Task to carry out: Nothing should differ between your output and the entries below.

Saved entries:
━━━━

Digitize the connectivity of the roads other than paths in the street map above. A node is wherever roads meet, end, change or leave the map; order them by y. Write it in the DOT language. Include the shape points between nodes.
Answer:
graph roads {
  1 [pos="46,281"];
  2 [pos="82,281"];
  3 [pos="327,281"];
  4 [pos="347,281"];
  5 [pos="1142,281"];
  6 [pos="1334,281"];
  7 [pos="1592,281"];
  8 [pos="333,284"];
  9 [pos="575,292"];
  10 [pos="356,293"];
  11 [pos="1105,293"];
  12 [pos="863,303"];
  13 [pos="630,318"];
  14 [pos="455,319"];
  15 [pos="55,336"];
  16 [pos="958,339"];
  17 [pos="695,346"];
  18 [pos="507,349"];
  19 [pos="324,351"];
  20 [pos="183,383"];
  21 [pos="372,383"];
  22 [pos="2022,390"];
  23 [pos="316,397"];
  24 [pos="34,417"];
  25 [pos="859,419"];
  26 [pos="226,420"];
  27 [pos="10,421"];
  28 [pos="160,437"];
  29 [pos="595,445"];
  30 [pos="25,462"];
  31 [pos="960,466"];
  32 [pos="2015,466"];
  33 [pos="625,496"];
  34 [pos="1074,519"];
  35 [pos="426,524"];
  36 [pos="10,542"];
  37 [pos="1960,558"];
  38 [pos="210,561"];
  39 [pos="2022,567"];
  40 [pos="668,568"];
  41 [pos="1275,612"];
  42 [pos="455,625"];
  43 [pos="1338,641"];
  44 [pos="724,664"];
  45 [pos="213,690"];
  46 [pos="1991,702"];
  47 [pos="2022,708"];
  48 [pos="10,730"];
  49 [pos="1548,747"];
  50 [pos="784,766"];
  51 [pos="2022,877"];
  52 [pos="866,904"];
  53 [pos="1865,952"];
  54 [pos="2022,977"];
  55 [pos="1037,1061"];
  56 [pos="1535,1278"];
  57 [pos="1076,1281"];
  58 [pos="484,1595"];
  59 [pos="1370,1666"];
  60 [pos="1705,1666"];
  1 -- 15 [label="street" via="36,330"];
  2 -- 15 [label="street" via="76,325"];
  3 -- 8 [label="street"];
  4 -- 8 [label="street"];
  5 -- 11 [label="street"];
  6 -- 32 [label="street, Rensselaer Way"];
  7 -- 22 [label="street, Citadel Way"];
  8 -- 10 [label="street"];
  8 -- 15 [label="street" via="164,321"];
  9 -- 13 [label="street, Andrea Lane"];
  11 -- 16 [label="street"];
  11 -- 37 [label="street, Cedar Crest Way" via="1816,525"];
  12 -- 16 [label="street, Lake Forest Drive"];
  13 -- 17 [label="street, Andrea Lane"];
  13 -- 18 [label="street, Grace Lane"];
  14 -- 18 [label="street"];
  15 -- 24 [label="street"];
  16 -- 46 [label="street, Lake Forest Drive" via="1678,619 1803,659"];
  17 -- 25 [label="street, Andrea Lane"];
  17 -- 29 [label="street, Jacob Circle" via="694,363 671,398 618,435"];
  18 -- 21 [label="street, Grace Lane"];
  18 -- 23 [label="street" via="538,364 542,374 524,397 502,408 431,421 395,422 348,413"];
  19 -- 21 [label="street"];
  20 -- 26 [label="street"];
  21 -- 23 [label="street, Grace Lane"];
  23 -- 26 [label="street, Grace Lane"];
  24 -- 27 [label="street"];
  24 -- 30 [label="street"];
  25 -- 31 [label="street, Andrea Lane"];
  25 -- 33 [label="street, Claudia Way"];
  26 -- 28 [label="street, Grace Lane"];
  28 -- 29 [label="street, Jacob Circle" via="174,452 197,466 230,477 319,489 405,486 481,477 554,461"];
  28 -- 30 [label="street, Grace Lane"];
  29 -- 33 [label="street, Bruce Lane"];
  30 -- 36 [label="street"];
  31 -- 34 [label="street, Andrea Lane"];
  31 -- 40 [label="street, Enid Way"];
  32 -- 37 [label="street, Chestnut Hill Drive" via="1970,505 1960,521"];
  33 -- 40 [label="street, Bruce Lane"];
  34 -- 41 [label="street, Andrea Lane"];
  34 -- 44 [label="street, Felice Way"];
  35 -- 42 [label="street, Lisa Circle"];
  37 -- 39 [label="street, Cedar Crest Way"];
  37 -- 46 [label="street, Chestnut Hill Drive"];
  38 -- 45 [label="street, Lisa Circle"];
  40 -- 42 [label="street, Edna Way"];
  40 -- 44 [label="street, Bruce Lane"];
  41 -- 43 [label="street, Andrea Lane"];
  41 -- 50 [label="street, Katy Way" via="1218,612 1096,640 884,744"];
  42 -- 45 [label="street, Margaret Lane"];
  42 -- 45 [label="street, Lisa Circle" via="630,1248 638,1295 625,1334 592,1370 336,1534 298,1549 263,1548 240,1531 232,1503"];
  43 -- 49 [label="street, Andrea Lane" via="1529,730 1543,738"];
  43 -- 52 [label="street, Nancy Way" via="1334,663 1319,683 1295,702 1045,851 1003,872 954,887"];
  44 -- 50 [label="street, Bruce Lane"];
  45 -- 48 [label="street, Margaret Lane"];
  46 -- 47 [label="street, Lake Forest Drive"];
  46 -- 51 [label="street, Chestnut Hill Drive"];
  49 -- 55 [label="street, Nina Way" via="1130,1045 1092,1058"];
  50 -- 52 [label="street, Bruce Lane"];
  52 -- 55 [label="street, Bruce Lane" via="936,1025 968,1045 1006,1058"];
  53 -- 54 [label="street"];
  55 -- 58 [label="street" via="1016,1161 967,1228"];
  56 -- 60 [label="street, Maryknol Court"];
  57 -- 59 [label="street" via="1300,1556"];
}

━━━━

Response:
Digitize the connectivity of the roads other than paths in the street map above. A node is wherever roads meet, end, change or leave the map; order them by y. Write it in the DOT language. Include the shape points between nodes.
Answer:
graph roads {
  1 [pos="46,281"];
  2 [pos="82,281"];
  3 [pos="327,281"];
  4 [pos="347,281"];
  5 [pos="1142,281"];
  6 [pos="1334,281"];
  7 [pos="1592,281"];
  8 [pos="333,284"];
  9 [pos="575,292"];
  10 [pos="356,293"];
  11 [pos="1105,293"];
  12 [pos="863,303"];
  13 [pos="630,318"];
  14 [pos="455,319"];
  15 [pos="55,336"];
  16 [pos="958,339"];
  17 [pos="695,346"];
  18 [pos="507,349"];
  19 [pos="324,351"];
  20 [pos="183,383"];
  21 [pos="372,383"];
  22 [pos="2022,390"];
  23 [pos="316,397"];
  24 [pos="34,417"];
  25 [pos="859,419"];
  26 [pos="226,420"];
  27 [pos="10,421"];
  28 [pos="160,437"];
  29 [pos="595,445"];
  30 [pos="25,462"];
  31 [pos="960,466"];
  32 [pos="2015,466"];
  33 [pos="625,496"];
  34 [pos="1074,519"];
  35 [pos="426,524"];
  36 [pos="10,542"];
  37 [pos="1960,558"];
  38 [pos="210,561"];
  39 [pos="2022,567"];
  40 [pos="668,568"];
  41 [pos="1275,612"];
  42 [pos="455,625"];
  43 [pos="1338,641"];
  44 [pos="724,664"];
  45 [pos="213,690"];
  46 [pos="1991,702"];
  47 [pos="2022,708"];
  48 [pos="10,730"];
  49 [pos="1548,747"];
  50 [pos="784,766"];
  51 [pos="2022,877"];
  52 [pos="866,904"];
  53 [pos="1865,952"];
  54 [pos="2022,977"];
  55 [pos="1037,1061"];
  56 [pos="1535,1278"];
  57 [pos="1076,1281"];
  58 [pos="484,1595"];
  59 [pos="1370,1666"];
  60 [pos="1705,1666"];
  1 -- 15 [label="street" via="36,330"];
  2 -- 15 [label="street" via="76,325"];
  3 -- 8 [label="street"];
  4 -- 8 [label="street"];
  5 -- 11 [label="street"];
  6 -- 32 [label="street, Rensselaer Way"];
  7 -- 22 [label="street, Citadel Way"];
  8 -- 10 [label="street"];
  8 -- 15 [label="street" via="164,321"];
  9 -- 13 [label="street, Andrea Lane"];
  11 -- 16 [label="street"];
  11 -- 37 [label="street, Cedar Crest Way" via="1816,525"];
  12 -- 16 [label="street, Lake Forest Drive"];
  13 -- 17 [label="street, Andrea Lane"];
  13 -- 18 [label="street, Grace Lane"];
  14 -- 18 [label="street"];
  15 -- 24 [label="street"];
  16 -- 46 [label="street, Lake Forest Drive" via="1678,619 1803,659"];
  17 -- 25 [label="street, Andrea Lane"];
  17 -- 29 [label="street, Jacob Circle" via="694,363 671,398 618,435"];
  18 -- 21 [label="street, Grace Lane"];
  18 -- 23 [label="street" via="538,364 542,374 524,397 502,408 431,421 395,422 348,413"];
  19 -- 21 [label="street"];
  20 -- 26 [label="street"];
  21 -- 23 [label="street, Grace Lane"];
  23 -- 26 [label="street, Grace Lane"];
  24 -- 27 [label="street"];
  24 -- 30 [label="street"];
  25 -- 31 [label="street, Andrea Lane"];
  25 -- 33 [label="street, Claudia Way"];
  26 -- 28 [label="street, Grace Lane"];
  28 -- 29 [label="street, Jacob Circle" via="174,452 197,466 230,477 319,489 405,486 481,477 554,461"];
  28 -- 30 [label="street, Grace Lane"];
  29 -- 33 [label="street, Bruce Lane"];
  30 -- 36 [label="street"];
  31 -- 34 [label="street, Andrea Lane"];
  31 -- 40 [label="street, Enid Way"];
  32 -- 37 [label="street, Chestnut Hill Drive" via="1970,505 1960,521"];
  33 -- 40 [label="street, Bruce Lane"];
  34 -- 41 [label="street, Andrea Lane"];
  34 -- 44 [label="street, Felice Way"];
  35 -- 42 [label="street, Lisa Circle"];
  37 -- 39 [label="street, Cedar Crest Way"];
  37 -- 46 [label="street, Chestnut Hill Drive"];
  38 -- 45 [label="street, Lisa Circle"];
  40 -- 42 [label="street, Edna Way"];
  40 -- 44 [label="street, Bruce Lane"];
  41 -- 43 [label="street, Andrea Lane"];
  41 -- 50 [label="street, Katy Way" via="1218,612 1096,640 884,744"];
  42 -- 45 [label="street, Margaret Lane"];
  42 -- 45 [label="street, Lisa Circle" via="630,1248 638,1295 625,1334 592,1370 336,1534 298,1549 263,1548 240,1531 232,1503"];
  43 -- 49 [label="street, Andrea Lane" via="1529,730 1543,738"];
  43 -- 52 [label="street, Nancy Way" via="1334,663 1319,683 1295,702 1045,851 1003,872 954,887"];
  44 -- 50 [label="street, Bruce Lane"];
  45 -- 48 [label="street, Margaret Lane"];
  46 -- 47 [label="street, Lake Forest Drive"];
  46 -- 51 [label="street, Chestnut Hill Drive"];
  49 -- 55 [label="street, Nina Way" via="1130,1045 1092,1058"];
  50 -- 52 [label="street, Bruce Lane"];
  52 -- 55 [label="street, Bruce Lane" via="936,1025 968,1045 1006,1058"];
  53 -- 54 [label="street"];
  55 -- 58 [label="street" via="1016,1161 967,1228"];
  56 -- 60 [label="street, Maryknol Court"];
  57 -- 59 [label="street" via="1300,1556"];
}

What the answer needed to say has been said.